One of the most transformative aspects of his work is that we now systematically look for asymptomatic myocardial infarctions — heart attacks — in high-risk patients undergoing surgery. After surgery, patients are often sedated or on pain medication, so they may not show the classic symptoms of a heart attack. They could have one and never know it unless you look for it.

Thanks to PJ’s work, monitoring for these silent events in high-risk patients has become standard practice. That is a genuinely transformative change in perioperative care. There have also been significant advances in how we manage these patients and in the treatment we provide once such events are detected.

Jacobsen: There is a lot of hype about AI these days. Is AI being introduced into clinical epidemiology or your evidence frameworks at all?

Guyatt: Yes. AI will make a significant difference in certain areas, although not all of clinical epidemiology. It will, however, greatly aid in image interpretation and pathology. For example, AI can help radiologists read X-rays more accurately or assist pathologists in interpreting biopsy slides with greater consistency and accuracy.

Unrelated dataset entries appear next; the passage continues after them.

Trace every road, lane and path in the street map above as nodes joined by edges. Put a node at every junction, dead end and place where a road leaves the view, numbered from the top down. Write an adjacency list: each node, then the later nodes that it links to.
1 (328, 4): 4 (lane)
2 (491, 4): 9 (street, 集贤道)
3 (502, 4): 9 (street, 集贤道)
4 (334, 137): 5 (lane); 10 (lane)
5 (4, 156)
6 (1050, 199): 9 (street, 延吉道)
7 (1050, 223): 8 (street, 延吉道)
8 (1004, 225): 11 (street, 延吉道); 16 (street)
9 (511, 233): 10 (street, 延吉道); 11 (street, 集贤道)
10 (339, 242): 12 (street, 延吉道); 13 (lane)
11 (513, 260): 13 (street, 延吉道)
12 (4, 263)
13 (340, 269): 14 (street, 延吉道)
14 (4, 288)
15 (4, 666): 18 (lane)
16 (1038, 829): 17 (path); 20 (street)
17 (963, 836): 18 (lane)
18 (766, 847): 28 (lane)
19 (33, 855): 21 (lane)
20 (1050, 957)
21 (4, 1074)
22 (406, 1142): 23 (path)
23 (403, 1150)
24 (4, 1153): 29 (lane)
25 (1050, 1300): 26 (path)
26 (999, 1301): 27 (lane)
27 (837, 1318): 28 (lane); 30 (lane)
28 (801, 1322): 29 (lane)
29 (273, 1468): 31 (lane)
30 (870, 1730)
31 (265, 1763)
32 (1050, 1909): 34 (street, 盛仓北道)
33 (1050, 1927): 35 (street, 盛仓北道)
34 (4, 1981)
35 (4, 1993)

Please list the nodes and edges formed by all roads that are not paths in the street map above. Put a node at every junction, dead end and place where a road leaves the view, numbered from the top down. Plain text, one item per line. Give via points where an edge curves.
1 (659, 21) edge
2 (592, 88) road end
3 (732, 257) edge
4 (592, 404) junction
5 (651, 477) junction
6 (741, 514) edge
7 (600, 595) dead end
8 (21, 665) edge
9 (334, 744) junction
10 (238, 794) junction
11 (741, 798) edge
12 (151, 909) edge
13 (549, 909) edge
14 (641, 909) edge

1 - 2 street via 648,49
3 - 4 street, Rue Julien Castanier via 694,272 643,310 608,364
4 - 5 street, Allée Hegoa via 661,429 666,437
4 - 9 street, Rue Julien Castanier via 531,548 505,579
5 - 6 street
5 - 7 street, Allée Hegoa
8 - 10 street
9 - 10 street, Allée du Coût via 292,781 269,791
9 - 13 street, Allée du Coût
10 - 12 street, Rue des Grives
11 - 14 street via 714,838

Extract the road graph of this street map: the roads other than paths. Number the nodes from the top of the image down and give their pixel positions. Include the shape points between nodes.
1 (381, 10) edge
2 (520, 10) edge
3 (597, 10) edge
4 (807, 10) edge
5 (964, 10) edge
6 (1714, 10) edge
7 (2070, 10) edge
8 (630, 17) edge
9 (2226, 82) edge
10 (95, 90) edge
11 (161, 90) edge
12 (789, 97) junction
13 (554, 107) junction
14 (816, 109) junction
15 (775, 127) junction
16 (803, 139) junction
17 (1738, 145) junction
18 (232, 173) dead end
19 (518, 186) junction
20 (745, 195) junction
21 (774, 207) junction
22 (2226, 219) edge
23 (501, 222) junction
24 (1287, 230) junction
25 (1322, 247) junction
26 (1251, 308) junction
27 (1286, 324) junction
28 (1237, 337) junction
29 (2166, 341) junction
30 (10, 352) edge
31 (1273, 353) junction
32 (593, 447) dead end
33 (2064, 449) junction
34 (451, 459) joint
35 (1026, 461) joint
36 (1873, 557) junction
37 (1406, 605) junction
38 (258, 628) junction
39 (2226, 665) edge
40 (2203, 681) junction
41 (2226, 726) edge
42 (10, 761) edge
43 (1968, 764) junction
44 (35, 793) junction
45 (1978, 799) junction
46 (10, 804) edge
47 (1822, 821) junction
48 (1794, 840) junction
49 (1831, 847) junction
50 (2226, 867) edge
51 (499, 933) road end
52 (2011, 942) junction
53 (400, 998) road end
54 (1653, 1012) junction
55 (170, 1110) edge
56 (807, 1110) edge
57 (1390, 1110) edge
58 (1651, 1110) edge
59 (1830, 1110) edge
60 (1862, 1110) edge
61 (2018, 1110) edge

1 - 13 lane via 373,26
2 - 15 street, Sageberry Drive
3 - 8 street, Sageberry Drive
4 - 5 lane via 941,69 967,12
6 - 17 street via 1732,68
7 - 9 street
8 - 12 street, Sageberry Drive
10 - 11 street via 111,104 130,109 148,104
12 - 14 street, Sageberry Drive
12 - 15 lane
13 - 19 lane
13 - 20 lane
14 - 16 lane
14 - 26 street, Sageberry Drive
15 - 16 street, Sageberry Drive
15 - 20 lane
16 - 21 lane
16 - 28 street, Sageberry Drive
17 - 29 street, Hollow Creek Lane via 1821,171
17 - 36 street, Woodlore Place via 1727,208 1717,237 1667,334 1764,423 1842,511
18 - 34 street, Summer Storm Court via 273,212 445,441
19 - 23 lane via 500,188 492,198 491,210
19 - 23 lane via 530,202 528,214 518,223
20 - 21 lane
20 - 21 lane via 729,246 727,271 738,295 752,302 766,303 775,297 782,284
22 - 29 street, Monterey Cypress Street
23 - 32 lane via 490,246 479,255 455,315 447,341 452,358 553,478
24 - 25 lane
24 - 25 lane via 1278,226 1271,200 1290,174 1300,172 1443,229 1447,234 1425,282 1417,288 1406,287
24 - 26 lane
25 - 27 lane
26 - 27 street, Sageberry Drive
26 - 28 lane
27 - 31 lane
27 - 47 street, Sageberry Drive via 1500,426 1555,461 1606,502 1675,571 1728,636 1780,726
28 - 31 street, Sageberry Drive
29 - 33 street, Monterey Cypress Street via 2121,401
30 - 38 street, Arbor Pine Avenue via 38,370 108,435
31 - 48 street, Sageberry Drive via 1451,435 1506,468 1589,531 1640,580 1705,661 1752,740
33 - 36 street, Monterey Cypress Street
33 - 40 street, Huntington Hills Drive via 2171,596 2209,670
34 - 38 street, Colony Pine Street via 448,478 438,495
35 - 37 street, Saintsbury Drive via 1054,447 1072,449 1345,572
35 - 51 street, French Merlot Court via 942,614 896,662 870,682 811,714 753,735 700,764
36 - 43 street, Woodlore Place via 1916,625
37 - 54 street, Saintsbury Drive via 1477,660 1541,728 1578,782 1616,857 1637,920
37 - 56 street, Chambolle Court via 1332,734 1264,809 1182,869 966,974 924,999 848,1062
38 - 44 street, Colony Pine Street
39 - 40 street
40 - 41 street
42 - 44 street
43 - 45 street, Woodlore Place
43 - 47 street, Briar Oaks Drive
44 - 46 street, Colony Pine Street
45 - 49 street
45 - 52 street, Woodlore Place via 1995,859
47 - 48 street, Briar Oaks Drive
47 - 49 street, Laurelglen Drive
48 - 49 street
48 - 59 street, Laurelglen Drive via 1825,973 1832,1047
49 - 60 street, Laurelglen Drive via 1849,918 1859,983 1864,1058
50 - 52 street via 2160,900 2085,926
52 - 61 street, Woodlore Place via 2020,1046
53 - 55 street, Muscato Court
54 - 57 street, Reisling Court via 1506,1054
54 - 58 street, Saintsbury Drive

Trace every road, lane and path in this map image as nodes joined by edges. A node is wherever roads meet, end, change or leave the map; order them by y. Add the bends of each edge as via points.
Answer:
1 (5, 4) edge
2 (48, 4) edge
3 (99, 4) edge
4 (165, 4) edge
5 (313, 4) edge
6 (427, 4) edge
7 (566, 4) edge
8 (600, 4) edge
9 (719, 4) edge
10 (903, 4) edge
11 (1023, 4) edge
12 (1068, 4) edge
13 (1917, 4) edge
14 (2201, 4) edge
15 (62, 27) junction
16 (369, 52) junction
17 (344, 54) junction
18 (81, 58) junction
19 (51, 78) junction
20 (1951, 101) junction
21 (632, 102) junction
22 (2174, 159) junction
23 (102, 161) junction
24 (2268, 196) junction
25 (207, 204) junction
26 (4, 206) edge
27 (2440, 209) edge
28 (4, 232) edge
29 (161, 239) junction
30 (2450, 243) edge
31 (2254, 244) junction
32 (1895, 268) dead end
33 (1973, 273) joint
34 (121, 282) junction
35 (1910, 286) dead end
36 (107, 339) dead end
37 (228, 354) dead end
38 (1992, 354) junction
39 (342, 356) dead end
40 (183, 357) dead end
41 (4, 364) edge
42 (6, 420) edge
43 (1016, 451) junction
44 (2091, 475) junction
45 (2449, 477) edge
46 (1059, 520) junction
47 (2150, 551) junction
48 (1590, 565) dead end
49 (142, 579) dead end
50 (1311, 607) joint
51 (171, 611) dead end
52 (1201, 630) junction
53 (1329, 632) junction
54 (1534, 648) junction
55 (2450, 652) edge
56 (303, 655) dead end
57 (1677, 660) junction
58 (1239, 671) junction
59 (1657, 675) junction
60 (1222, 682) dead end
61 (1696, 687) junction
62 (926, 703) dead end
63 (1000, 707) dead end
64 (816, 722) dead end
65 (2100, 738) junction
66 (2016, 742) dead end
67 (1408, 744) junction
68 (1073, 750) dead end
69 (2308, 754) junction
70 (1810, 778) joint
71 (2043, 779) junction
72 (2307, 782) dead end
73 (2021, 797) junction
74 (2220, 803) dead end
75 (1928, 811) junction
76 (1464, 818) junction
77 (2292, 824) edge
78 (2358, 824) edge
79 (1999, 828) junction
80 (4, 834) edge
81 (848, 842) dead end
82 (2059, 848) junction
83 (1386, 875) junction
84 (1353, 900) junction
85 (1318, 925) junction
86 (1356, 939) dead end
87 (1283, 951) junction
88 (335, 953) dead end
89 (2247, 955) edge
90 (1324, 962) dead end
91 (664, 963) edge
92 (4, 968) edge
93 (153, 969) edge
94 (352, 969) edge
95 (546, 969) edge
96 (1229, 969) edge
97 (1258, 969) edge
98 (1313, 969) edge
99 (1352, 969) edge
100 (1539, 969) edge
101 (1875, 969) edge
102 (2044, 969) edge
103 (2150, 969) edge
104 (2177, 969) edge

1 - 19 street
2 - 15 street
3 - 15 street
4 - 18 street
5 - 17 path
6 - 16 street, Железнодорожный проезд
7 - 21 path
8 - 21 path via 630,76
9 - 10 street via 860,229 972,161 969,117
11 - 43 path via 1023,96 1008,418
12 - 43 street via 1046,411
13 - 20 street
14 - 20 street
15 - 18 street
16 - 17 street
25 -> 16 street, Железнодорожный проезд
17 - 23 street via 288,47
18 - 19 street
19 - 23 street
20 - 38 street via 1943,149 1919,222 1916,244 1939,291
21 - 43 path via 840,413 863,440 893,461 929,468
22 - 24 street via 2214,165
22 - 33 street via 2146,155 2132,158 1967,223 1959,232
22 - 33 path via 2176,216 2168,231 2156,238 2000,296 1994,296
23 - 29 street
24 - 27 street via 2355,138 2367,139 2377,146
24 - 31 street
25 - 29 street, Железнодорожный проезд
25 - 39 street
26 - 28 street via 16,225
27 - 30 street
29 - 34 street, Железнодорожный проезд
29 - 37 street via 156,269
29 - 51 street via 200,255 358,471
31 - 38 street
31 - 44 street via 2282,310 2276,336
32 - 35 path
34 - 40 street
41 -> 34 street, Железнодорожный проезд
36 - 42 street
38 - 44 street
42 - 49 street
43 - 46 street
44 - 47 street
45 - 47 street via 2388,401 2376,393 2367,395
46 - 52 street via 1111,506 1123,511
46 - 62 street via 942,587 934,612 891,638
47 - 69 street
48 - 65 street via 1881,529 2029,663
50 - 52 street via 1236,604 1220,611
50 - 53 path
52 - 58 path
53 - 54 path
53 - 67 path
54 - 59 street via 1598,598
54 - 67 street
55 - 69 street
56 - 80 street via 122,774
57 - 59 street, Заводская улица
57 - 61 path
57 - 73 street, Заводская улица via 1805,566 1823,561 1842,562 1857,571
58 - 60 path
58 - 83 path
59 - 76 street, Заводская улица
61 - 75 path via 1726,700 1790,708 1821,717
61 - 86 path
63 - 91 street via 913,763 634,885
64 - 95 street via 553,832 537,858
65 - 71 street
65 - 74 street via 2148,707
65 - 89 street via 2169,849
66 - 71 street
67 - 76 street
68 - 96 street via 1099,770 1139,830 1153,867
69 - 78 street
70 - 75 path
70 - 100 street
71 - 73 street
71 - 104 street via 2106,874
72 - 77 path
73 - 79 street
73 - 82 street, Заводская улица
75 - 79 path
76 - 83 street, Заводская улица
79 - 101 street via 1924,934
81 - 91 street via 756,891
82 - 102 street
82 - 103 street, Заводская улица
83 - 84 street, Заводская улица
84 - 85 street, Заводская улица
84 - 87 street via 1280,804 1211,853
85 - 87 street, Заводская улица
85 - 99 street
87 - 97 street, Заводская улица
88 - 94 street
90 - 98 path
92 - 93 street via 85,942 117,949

Another potential use is in prognosis, where patient characteristics are used to estimate the likelihood of outcomes. AI may help there. However, it will not resolve the fundamental issues with assessing treatments — because non-randomized observational studies will always have biases, regardless of whether AI is used or not.

However, in processing the evidence, AI can have a significant impact. For instance, it can already do quite reasonable risk of bias assessments. One project I am currently involved with is establishing a framework that enables AI to produce high-quality GRADE assessments.

This still requires substantial human input. First, the investigator must specify the question very clearly — using the Patient-Intervention-Comparison-Outcome (PICO) structure. Then, other guiding questions must be provided to direct how the AI should make its judgments.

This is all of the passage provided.